Dear Jeff: My husband has been retired for 10 years and is 70. I will soon be 61. We owe $38,000 on a home that has payments of $283,000. We have a home equity line of $4,000. Our interest rate is 7.5 percent on the house. However, it is worth $125,000 on the market.
Our savings are down to $13,000 and the bank will only qualify us for a $70,000 mortgage. I did not work. We are budgeting every month and feel we have no money because our equity will always be tied up in too big a house. There isn't an easy way out. We don't know what to do so we can live worry free or at least have peace of mind. I need badly to feel settled. Could you please help? Pat
Jeff Says: It's no secret that most people have trouble saving regularly. Even consumers who can budget their income, manage their expenses, and pay their bills on time still have trouble saving any money. I am making a huge generalization with my next statement; however, I truly believe that the common thread or similarity between the majority of those who fit this financial description is that their home is their largest asset. I do not have any statistics to support this proposition, but I think it makes sense, logically.
People buy homes and finance the cost of the purchase with mortgages. They remain in their home for years during which time the home appreciates in value. In the meantime, they make their regularly scheduled mortgage payments, in part, at least because they don't want to lose their home. These payments reduce the loan amount and further increase their equity. Years later, as they approach retirement, these folks have a lot of equity in their homes, yet no easy means to unlock it and virtually no other savings. Think about it! What other asset forces us to save in a similar fashion?
At this point, your options may be somewhat limited. First, you could sell your home and then move into an apartment. Rent payments would replace your mortgage payments, and often they are just as much. Unlike a mortgage, you don't build equity when you pay rent. So, you could find a less expensive home.
Second, you could sell your current home, use a portion of the proceeds to buy your new, less expensive home and invest the difference. Here, you might face a timing problem. You have to sell your house first before you can buy another home. You can solve this problem by making your offer on the new home contingent upon the sale of your current home. If you have trouble selling your current home, you would not be obligated to proceed with the purchase of the new home.

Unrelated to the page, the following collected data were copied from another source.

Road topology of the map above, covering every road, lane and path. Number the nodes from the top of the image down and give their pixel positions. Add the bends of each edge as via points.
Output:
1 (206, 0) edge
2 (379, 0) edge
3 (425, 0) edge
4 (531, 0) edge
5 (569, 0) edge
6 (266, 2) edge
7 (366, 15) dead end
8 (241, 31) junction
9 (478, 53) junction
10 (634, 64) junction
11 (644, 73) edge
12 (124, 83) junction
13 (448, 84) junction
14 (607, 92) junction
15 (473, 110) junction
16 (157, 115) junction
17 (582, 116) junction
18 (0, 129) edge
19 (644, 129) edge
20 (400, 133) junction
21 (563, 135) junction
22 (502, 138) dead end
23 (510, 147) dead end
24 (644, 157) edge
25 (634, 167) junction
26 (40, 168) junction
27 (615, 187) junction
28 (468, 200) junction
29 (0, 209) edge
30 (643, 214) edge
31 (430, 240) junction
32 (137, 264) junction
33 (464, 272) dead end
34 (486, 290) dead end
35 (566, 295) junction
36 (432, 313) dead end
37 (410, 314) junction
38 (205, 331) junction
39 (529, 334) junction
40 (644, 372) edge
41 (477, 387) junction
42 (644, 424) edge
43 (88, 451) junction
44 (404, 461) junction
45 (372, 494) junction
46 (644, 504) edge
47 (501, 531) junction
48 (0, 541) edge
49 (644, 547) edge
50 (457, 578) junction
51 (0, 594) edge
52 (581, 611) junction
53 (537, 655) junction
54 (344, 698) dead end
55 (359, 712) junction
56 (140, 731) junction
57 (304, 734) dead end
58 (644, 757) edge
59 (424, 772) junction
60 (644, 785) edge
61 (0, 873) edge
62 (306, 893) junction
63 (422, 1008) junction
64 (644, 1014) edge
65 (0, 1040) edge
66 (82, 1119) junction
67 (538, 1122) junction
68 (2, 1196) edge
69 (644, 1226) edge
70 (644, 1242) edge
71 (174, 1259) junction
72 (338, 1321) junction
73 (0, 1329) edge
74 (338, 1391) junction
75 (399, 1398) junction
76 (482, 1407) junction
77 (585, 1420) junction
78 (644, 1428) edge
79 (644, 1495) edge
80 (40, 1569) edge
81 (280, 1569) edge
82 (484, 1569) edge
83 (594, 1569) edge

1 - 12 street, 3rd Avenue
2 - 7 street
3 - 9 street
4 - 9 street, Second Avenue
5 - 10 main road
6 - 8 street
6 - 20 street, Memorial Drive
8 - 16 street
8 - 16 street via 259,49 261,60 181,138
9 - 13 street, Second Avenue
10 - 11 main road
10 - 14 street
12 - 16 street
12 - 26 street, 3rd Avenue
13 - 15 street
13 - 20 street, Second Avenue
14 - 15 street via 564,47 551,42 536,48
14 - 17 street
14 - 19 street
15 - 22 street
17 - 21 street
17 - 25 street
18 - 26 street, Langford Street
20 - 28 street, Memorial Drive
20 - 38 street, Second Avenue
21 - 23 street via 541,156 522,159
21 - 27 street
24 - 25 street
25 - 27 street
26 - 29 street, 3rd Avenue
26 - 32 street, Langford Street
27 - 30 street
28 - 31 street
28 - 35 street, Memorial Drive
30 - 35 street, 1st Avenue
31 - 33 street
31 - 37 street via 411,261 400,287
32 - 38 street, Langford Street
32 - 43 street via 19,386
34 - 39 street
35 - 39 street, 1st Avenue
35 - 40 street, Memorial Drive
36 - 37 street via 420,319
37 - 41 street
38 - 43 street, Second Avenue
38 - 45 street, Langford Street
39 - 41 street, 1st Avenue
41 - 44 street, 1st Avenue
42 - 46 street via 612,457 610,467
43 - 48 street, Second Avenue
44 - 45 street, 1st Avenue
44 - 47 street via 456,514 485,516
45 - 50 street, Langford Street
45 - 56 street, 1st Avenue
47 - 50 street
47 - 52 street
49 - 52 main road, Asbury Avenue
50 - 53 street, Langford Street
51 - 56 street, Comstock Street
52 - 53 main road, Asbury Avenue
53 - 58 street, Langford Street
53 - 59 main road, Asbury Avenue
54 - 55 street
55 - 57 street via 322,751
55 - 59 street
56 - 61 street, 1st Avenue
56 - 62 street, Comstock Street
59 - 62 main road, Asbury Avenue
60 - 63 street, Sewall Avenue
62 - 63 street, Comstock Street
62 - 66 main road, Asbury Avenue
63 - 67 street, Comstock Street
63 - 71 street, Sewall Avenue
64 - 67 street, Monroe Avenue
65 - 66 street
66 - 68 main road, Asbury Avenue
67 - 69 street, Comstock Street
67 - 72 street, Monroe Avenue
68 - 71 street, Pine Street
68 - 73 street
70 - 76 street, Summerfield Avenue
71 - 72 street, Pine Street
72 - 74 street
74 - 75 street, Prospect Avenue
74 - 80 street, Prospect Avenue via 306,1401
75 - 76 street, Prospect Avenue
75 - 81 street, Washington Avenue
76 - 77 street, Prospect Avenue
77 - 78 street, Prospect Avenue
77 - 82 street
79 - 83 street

Finally, you could obtain that mortgage you mentioned on your existing home. The disadvantage is that you could be saddled with a larger mortgage payment. Now is the time to check, however, because interest rates on mortgages are near all-time lows. This means that you could possibly refinance your existing mortgage and home equity loan and wind up with a lower monthly mortgage payment. Refinancing may or may not be appropriate for you, so you should be sure to work with a banker or financial consultant who can help you make the right decision.